- _Required work_: I'd like the entries reproduced exactly, with the images omitted.

─── Exercise materials

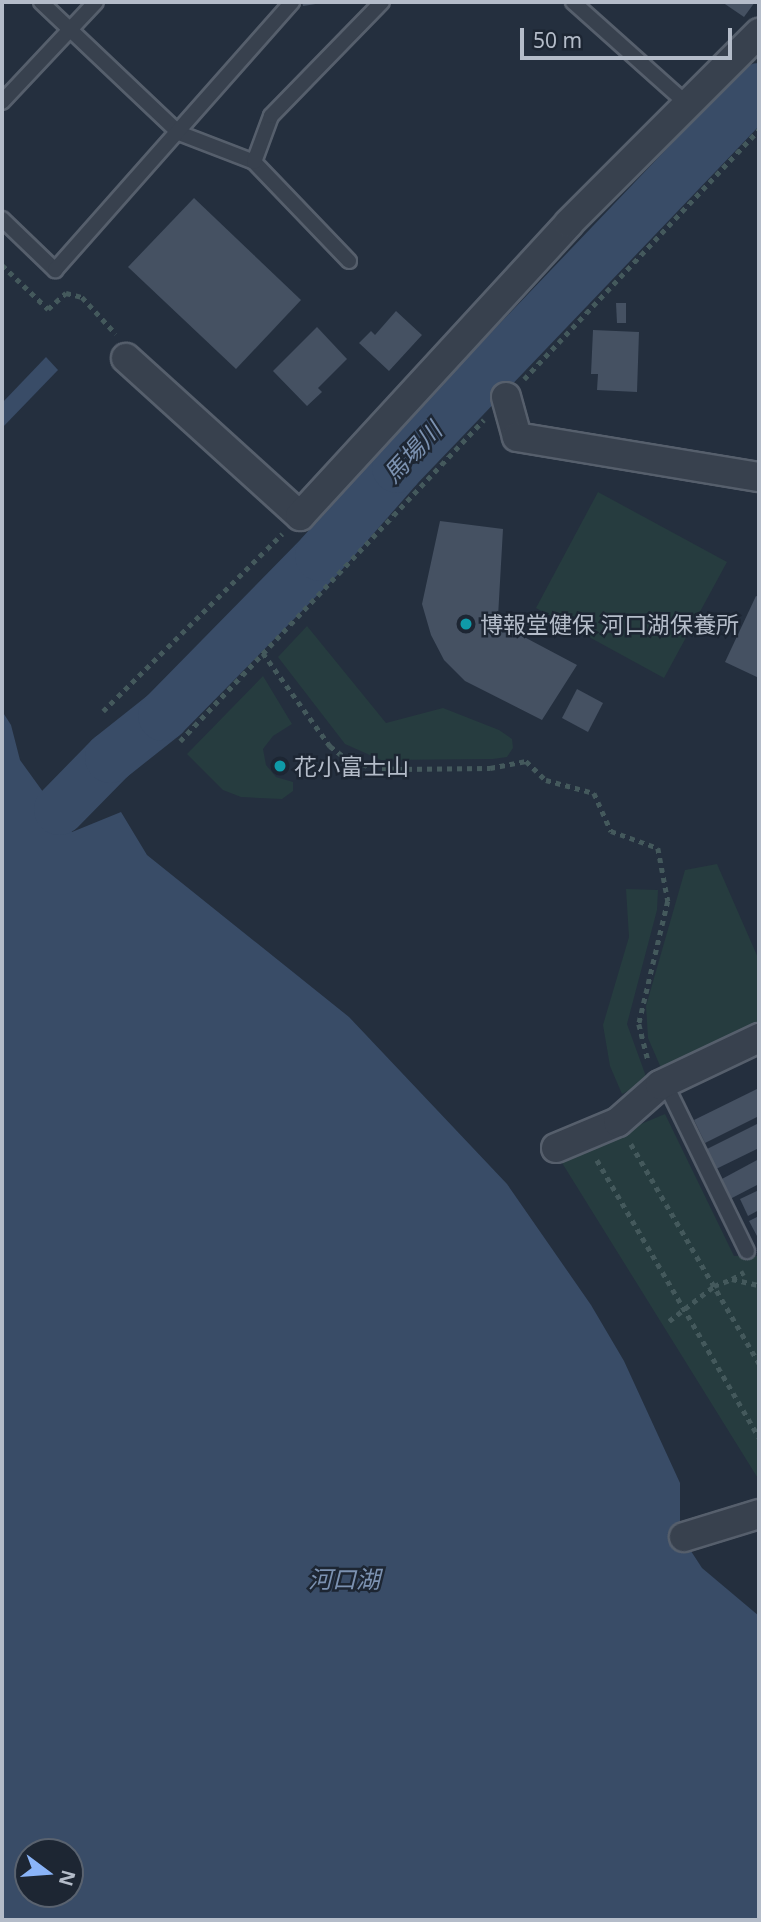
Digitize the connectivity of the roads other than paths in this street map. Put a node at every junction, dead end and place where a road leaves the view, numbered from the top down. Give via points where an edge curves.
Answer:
1 (41, 2) edge
2 (96, 2) edge
3 (292, 2) edge
4 (382, 2) edge
5 (573, 2) edge
6 (69, 29) junction
7 (759, 33) edge
8 (2, 102) edge
9 (687, 104) junction
10 (178, 132) junction
11 (254, 162) junction
12 (2, 219) edge
13 (349, 261) dead end
14 (125, 358) road end
15 (506, 397) road end
16 (759, 477) edge
17 (759, 1038) edge
18 (662, 1084) junction
19 (556, 1148) dead end
20 (747, 1251) dead end
21 (759, 1514) edge
22 (684, 1537) dead end

1 - 6 lane
2 - 6 lane
3 - 10 lane
4 - 11 lane via 271,116
5 - 9 lane
6 - 8 lane
6 - 10 lane
7 - 9 street
9 - 14 street via 569,223 300,516
10 - 11 lane
10 - 12 lane via 55,270
11 - 13 lane
15 - 16 street via 517,437
17 - 18 street
18 - 19 street via 618,1122
18 - 20 lane
21 - 22 street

──────

- _Response area_:
Digitize the connectivity of the roads other than paths in this street map. Put a node at every junction, dead end and place where a road leaves the view, numbered from the top down. Give via points where an edge curves.
Answer:
1 (41, 2) edge
2 (96, 2) edge
3 (292, 2) edge
4 (382, 2) edge
5 (573, 2) edge
6 (69, 29) junction
7 (759, 33) edge
8 (2, 102) edge
9 (687, 104) junction
10 (178, 132) junction
11 (254, 162) junction
12 (2, 219) edge
13 (349, 261) dead end
14 (125, 358) road end
15 (506, 397) road end
16 (759, 477) edge
17 (759, 1038) edge
18 (662, 1084) junction
19 (556, 1148) dead end
20 (747, 1251) dead end
21 (759, 1514) edge
22 (684, 1537) dead end

1 - 6 lane
2 - 6 lane
3 - 10 lane
4 - 11 lane via 271,116
5 - 9 lane
6 - 8 lane
6 - 10 lane
7 - 9 street
9 - 14 street via 569,223 300,516
10 - 11 lane
10 - 12 lane via 55,270
11 - 13 lane
15 - 16 street via 517,437
17 - 18 street
18 - 19 street via 618,1122
18 - 20 lane
21 - 22 street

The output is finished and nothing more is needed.